THE TASK: Which lines below fall between the one containing "wrist: (343, 328)" and the one containing "thumb tip: (489, 257)"? Repeat them exactly, counting both of those lines, and add nothing else.

Human keypoint data:
============

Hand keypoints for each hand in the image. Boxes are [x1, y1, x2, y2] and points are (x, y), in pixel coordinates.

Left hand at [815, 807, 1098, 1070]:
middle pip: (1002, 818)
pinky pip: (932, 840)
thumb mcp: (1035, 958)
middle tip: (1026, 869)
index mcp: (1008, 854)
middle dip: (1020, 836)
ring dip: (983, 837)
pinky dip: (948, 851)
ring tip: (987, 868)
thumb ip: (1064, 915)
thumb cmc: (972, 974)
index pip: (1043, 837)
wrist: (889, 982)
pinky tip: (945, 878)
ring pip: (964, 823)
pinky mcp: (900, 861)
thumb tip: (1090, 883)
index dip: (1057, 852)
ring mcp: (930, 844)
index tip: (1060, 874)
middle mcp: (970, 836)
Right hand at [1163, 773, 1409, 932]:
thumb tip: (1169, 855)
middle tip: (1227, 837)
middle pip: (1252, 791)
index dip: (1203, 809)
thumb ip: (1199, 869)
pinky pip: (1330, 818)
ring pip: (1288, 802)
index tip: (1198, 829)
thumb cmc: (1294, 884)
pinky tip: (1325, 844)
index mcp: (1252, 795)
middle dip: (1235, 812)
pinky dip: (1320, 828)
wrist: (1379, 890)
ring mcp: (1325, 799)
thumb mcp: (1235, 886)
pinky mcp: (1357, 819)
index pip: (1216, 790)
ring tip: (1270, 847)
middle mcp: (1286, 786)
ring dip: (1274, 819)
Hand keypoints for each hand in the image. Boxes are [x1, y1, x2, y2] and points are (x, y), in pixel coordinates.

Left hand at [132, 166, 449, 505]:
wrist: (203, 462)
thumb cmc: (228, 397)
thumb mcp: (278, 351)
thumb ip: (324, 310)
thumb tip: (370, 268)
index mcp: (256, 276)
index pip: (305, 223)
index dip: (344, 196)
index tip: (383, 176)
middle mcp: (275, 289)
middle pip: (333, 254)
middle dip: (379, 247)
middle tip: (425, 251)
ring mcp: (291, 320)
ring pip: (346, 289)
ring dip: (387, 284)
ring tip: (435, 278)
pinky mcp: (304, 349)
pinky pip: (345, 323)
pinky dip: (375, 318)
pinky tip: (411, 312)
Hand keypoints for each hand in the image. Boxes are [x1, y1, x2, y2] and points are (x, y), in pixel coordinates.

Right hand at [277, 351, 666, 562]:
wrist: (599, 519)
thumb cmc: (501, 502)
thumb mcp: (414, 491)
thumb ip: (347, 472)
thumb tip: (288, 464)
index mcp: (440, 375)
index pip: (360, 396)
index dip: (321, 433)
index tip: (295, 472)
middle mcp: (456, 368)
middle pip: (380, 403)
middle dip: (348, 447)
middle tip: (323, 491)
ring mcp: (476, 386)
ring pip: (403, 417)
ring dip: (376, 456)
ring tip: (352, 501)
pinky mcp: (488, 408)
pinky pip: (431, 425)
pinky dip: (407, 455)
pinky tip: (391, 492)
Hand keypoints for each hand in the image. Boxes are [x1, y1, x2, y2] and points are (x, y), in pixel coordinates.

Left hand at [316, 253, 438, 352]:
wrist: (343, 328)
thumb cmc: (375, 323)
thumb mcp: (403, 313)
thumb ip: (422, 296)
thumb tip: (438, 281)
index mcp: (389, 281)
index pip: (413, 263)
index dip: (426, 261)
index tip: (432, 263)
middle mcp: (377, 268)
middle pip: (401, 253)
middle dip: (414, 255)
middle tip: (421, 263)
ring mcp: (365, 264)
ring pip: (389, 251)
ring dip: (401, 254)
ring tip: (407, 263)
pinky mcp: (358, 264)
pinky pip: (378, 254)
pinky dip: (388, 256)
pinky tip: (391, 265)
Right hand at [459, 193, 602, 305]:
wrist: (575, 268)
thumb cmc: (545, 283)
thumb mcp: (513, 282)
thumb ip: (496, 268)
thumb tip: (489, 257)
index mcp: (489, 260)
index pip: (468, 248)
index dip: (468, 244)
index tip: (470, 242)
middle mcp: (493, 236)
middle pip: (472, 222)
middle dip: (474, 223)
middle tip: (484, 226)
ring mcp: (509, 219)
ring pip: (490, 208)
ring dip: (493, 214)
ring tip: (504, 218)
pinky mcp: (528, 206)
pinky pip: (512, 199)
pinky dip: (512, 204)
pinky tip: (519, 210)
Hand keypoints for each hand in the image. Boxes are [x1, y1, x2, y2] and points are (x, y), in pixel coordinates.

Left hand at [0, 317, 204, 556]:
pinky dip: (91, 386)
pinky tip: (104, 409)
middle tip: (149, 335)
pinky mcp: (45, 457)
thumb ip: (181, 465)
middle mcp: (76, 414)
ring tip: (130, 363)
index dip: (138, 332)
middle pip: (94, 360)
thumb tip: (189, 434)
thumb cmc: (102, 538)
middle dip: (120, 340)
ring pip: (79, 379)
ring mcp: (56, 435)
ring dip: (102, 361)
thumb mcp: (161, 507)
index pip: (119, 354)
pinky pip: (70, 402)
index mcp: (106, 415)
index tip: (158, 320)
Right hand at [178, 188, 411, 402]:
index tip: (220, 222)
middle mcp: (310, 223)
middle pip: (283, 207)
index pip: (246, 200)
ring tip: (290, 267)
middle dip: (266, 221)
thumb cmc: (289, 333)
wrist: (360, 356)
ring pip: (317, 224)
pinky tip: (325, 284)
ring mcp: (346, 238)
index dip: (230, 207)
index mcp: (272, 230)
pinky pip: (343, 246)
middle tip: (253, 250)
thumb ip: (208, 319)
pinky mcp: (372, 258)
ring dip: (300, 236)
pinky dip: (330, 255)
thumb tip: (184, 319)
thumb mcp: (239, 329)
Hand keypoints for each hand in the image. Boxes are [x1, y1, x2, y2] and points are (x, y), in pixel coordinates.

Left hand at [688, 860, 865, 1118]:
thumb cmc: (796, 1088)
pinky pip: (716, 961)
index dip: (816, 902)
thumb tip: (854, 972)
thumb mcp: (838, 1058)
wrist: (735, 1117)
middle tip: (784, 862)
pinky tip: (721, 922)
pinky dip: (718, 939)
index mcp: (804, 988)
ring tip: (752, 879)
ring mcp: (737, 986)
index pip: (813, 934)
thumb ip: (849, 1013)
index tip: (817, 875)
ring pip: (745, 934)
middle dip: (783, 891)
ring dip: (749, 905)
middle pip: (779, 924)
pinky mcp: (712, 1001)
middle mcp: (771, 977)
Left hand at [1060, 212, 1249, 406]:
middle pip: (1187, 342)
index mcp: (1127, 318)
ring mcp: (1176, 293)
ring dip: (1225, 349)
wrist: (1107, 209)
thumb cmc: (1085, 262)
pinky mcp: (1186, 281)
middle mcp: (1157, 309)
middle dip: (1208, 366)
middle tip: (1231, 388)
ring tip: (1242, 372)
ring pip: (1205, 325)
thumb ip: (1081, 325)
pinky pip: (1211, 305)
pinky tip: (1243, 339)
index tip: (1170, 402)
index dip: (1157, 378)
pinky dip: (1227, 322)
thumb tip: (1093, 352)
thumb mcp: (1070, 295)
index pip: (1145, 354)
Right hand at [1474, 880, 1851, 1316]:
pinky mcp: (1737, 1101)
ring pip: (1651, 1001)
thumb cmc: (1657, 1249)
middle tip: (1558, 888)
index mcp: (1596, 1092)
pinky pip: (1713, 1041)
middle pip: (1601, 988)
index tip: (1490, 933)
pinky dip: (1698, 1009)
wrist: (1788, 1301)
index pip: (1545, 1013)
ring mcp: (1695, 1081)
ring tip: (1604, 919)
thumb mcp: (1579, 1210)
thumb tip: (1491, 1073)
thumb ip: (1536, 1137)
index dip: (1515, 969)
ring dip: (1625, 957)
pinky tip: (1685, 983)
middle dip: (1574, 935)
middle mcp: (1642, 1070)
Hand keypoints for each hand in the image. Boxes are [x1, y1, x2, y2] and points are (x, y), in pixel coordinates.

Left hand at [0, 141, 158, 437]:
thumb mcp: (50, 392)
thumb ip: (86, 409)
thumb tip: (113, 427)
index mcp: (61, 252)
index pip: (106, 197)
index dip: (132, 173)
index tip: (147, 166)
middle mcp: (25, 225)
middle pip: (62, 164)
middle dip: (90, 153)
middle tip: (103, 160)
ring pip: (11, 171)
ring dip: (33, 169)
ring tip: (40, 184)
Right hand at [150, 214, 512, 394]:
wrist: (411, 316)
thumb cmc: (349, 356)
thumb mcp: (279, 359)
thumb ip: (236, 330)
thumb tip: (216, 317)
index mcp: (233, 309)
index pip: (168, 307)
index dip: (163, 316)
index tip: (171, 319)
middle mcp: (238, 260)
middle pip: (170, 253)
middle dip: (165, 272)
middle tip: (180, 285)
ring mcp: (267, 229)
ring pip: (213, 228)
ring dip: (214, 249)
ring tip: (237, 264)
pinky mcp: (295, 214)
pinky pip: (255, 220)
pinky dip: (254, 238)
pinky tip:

============

EXERCISE RESULT:
wrist: (343, 328)
thumb cmc: (375, 323)
thumb mcp: (403, 313)
thumb ip: (422, 296)
thumb tip: (438, 281)
index mcp: (389, 281)
index pip: (413, 263)
index dip: (426, 261)
index tip: (432, 263)
middle mcp: (377, 268)
middle pip: (401, 253)
middle dip: (414, 255)
middle tip: (421, 263)
ring mcp: (365, 264)
ring pip: (389, 251)
ring dip: (401, 254)
ring tip: (407, 263)
pinky mcp: (358, 264)
pinky pip: (378, 254)
pinky dip: (388, 256)
pinky tip: (391, 265)
Right hand at [459, 193, 602, 305]:
wrist: (575, 268)
thumb cmc: (545, 283)
thumb mcp: (513, 282)
thumb ip: (496, 268)
thumb tip: (489, 257)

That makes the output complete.